*EXERCISE DIRECTIONS*
Search the data for the string "above", and report each line where it is found.

*DATA IN THIS EXERCISE*

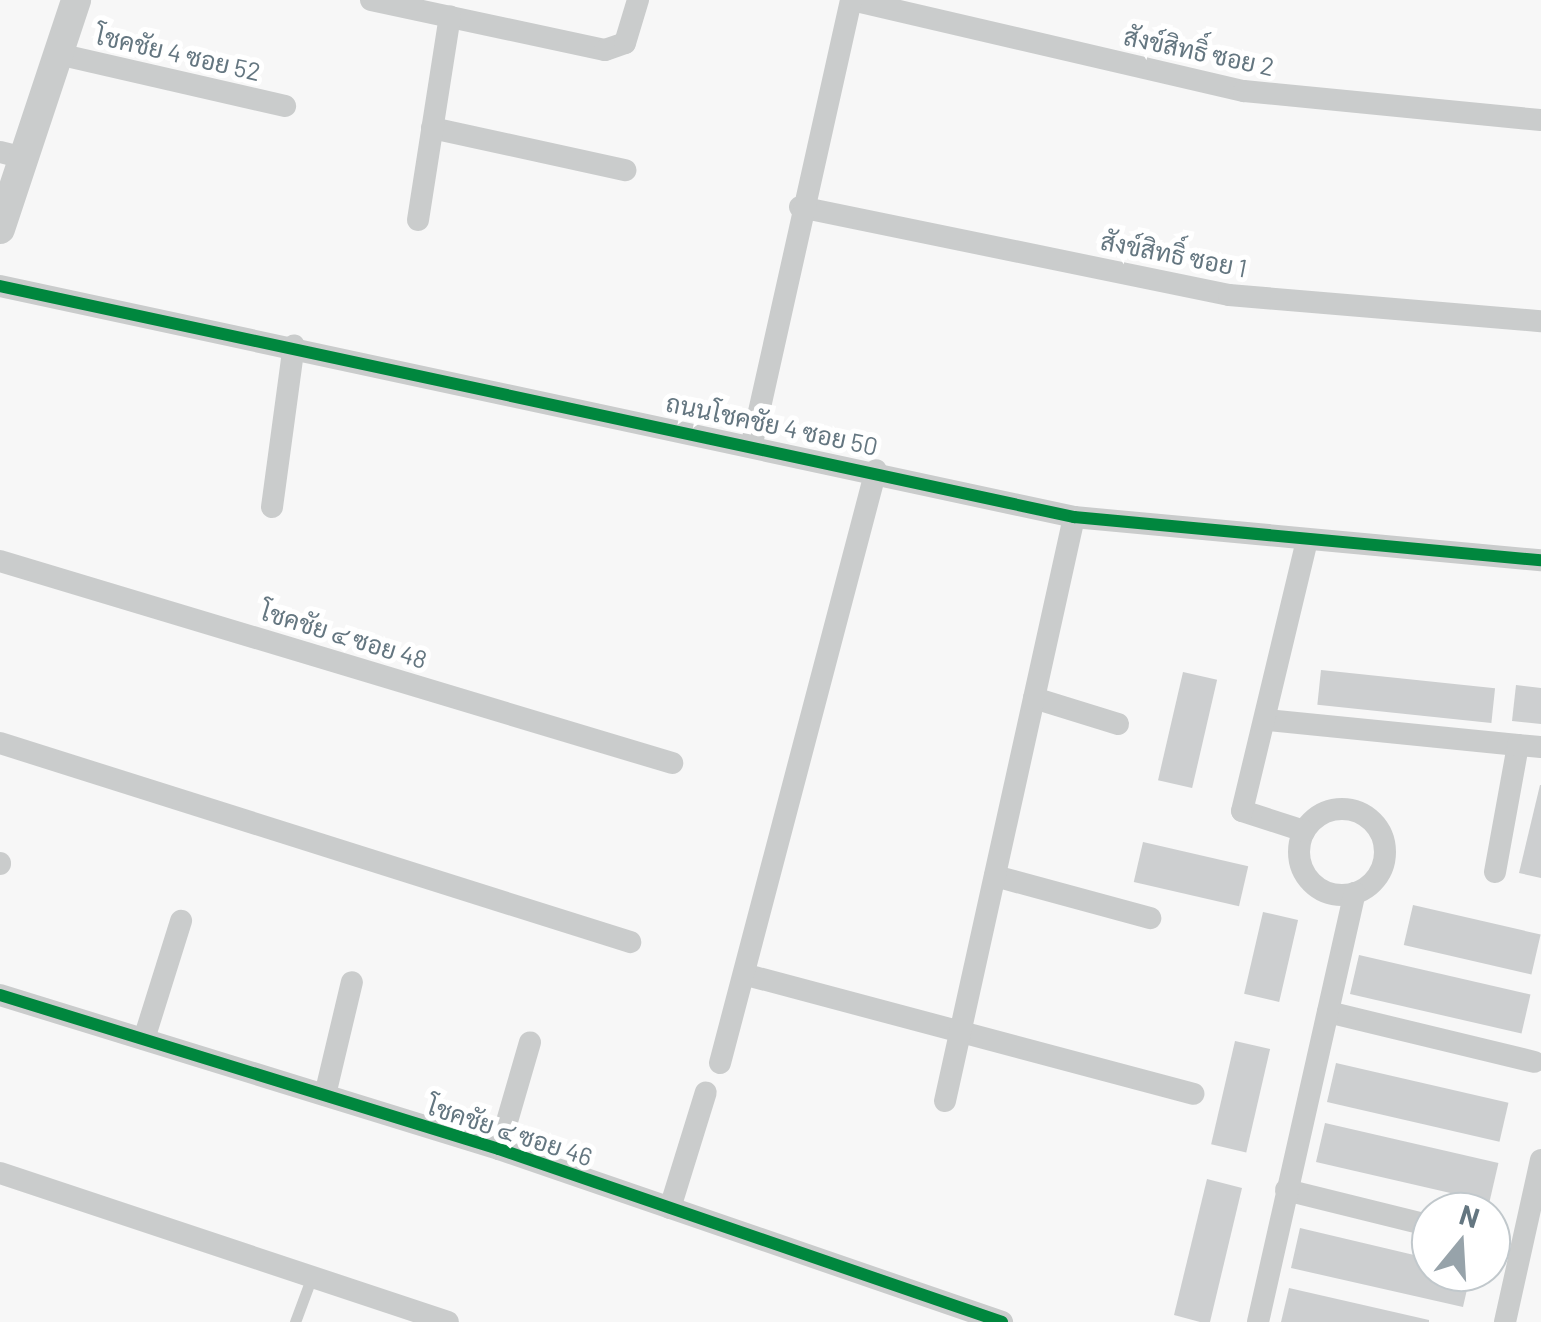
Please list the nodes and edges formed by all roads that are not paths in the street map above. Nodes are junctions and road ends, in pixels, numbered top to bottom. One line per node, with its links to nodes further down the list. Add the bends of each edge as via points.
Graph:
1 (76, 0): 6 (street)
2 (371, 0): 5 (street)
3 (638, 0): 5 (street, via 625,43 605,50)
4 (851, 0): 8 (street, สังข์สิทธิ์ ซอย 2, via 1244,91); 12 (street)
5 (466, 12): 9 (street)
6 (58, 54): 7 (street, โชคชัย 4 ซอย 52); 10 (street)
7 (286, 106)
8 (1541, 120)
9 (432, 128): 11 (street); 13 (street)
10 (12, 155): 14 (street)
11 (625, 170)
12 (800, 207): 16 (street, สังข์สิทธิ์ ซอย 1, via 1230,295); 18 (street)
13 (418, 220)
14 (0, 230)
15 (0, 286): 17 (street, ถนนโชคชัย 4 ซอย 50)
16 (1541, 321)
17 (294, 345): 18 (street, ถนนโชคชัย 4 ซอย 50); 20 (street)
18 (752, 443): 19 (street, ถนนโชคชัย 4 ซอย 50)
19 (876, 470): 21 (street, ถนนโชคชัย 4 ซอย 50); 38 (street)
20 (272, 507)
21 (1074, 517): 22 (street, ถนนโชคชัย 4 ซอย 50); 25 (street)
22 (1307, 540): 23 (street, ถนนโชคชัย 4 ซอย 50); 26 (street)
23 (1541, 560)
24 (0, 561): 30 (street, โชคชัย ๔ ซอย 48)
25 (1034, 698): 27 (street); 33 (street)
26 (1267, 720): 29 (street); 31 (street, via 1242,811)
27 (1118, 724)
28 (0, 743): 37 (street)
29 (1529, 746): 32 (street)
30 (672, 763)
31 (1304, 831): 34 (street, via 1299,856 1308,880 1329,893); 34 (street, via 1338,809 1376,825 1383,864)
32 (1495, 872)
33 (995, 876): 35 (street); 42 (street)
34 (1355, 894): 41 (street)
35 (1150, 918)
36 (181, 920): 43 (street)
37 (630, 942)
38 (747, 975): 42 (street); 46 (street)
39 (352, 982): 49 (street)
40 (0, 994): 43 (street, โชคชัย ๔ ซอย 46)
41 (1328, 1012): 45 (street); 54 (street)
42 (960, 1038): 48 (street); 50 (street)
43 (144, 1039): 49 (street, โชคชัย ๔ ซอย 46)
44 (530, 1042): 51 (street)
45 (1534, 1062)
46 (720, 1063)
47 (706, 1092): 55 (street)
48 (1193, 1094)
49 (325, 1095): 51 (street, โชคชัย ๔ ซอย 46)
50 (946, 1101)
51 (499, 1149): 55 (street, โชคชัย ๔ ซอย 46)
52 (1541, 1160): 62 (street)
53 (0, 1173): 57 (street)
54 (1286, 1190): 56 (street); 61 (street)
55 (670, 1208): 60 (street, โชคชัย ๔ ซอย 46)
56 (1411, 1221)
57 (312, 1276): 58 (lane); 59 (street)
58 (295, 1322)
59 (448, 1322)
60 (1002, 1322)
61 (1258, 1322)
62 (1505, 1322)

--

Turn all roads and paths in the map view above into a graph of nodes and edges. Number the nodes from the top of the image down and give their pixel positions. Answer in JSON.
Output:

*SOLUTION TO THIS EXERCISE*
Please list the nodes and edges formed by all roads that are not paths in the street map above. Nodes are junctions and road ends, in pixels, numbered top to bottom. One line per node, with its links to nodes further down the list. Add the bends of each edge as via points.
Turn all roads and paths in the map view above into a graph of nodes and edges. Number the nodes from the top of the image down and give their pixel positions. Answer in JSON.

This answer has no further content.